In the same year, the global capacity added through solar was more than any other type of power generation technology. Similar to the investment numbers the solar energy units capacity installed were more than the capacity addition by both fossil fuels and nuclear energy. This surge was due to the major contributions from Japan and the US including many growing economies, with the likes of China and India. The US-led the pact followed by China and India for solar power capacity additions, with more than 75% of the global solar capacity being added in these three countries in 2017 alone. Of the lot, China increased its new installations by around 50% from 2016 and India also doubled its capacity. Globally, the expansion of solar power was largely due to the increasing competitiveness of the solar PV along with the rise in demand for electricity in the developing economies. This was due to the increasing awareness of the potential of solar power for the reduction of pollution, while at the same time providing access to energy. Nevertheless, global growth was mostly driven by governments’ incentives and regulations.

Furthermore, looking into the investment deals in solar start-ups, 2017 was a good year for the industry despite its fair share of downs in the previous few years. According to the data reported by the CB Insights, there were a total of 99 deals in the first three quarters, with an expected full-year run rate of about 127 deals. This was a 34% increase in the number of deals as compared to 2016. While the number of deals increased, the average funding (disclosed) reduced in 2017, as investors in spite of their interest in the sector were a little more cautious with their money. The main reason for their consciousness on financing in the start-up investment for the solar segment was due to a fierce competition both in terms of the pricing and technology. Thenceforth, the well-funded Solyndra, which after raising more than $1.6 billion in funding had to shut down in 2011 because of pricing out against cheaper technology and alternatives. Hence, investors in the sector have been all the more cautious with their investments.

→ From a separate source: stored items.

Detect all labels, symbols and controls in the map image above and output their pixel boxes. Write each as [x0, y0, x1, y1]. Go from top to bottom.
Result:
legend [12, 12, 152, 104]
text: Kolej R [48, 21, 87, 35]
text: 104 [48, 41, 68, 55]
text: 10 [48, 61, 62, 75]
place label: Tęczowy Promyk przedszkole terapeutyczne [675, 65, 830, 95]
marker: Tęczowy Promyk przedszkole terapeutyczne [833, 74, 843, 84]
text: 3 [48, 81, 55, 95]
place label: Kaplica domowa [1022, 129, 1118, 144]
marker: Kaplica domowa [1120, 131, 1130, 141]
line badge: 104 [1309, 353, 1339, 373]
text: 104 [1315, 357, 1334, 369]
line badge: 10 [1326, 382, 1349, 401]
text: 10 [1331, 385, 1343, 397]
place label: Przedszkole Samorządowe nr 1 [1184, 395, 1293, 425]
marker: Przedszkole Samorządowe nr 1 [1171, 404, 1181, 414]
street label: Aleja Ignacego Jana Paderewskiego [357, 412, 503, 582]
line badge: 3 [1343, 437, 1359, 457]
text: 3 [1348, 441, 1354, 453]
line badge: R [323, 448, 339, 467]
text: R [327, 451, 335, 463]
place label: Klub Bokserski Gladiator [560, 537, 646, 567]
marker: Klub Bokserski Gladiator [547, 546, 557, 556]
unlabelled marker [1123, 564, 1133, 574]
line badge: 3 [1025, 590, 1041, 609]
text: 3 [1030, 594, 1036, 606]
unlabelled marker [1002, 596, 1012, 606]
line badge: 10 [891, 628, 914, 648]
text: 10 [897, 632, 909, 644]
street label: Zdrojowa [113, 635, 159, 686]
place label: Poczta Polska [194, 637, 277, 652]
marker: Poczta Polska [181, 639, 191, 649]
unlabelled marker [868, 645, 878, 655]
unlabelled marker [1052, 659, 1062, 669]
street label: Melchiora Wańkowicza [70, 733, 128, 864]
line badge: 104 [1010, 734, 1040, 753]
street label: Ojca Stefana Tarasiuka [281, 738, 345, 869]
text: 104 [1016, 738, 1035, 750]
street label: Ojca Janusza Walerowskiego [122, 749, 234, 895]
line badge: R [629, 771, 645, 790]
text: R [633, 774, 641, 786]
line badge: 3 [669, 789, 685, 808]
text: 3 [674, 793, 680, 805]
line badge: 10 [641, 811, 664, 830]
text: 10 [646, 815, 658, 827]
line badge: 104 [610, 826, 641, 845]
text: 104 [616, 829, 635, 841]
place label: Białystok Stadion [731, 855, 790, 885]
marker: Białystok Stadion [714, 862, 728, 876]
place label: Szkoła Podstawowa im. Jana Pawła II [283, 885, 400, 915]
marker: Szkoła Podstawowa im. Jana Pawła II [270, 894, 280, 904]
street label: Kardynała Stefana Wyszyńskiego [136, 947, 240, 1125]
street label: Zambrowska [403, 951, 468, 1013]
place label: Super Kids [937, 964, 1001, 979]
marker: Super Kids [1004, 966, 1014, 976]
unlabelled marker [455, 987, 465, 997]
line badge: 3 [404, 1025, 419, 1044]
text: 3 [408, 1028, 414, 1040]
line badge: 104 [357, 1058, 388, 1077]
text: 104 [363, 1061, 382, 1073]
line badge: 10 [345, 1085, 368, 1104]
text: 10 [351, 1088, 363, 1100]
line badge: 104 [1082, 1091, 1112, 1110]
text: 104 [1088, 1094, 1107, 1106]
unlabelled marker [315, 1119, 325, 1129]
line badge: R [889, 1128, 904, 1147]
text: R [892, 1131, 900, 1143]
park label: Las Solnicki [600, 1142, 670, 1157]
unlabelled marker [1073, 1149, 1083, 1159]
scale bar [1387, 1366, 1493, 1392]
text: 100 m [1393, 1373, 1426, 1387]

The renewable energy industry and the market started to gain prominence in the developed economies, but their centre of mass shifted to the emerging markets. Renewable energy, especially solar and wind power have moved from mainstream to preferred energy sources around the world. As the renewable energy sources reach both the price and performance parity with the fossil and nuclear sources showing their ability to enhance, become increasingly efficient and competitive via new technologies, the shortcomings faced earlier are also dissolving. Once dismissed as a product for only the niche market as it was too expensive, the renewable energy sources at present can beat conventional sources on pricing, while these are becoming equally competitive in their performance as well. In addition, with an increasing demand for renewable energy, the case for renewable has become stronger than ever.

Today around 80% of the global energy is supplied by fossil fuels and as per the International Energy Agency (IEA), the demand for energy is projected to double in 50 years. There will be massive progress in the number of renewable energy technologies deployed in the world at that time. Despite all this, the IEA’s forecast states that because of heightened demand, the fossil fuel energy supply will still be catering to about 80% of the total world energy’s demand. As stated by many experts, technology will be the key to expanding access to renewable energy.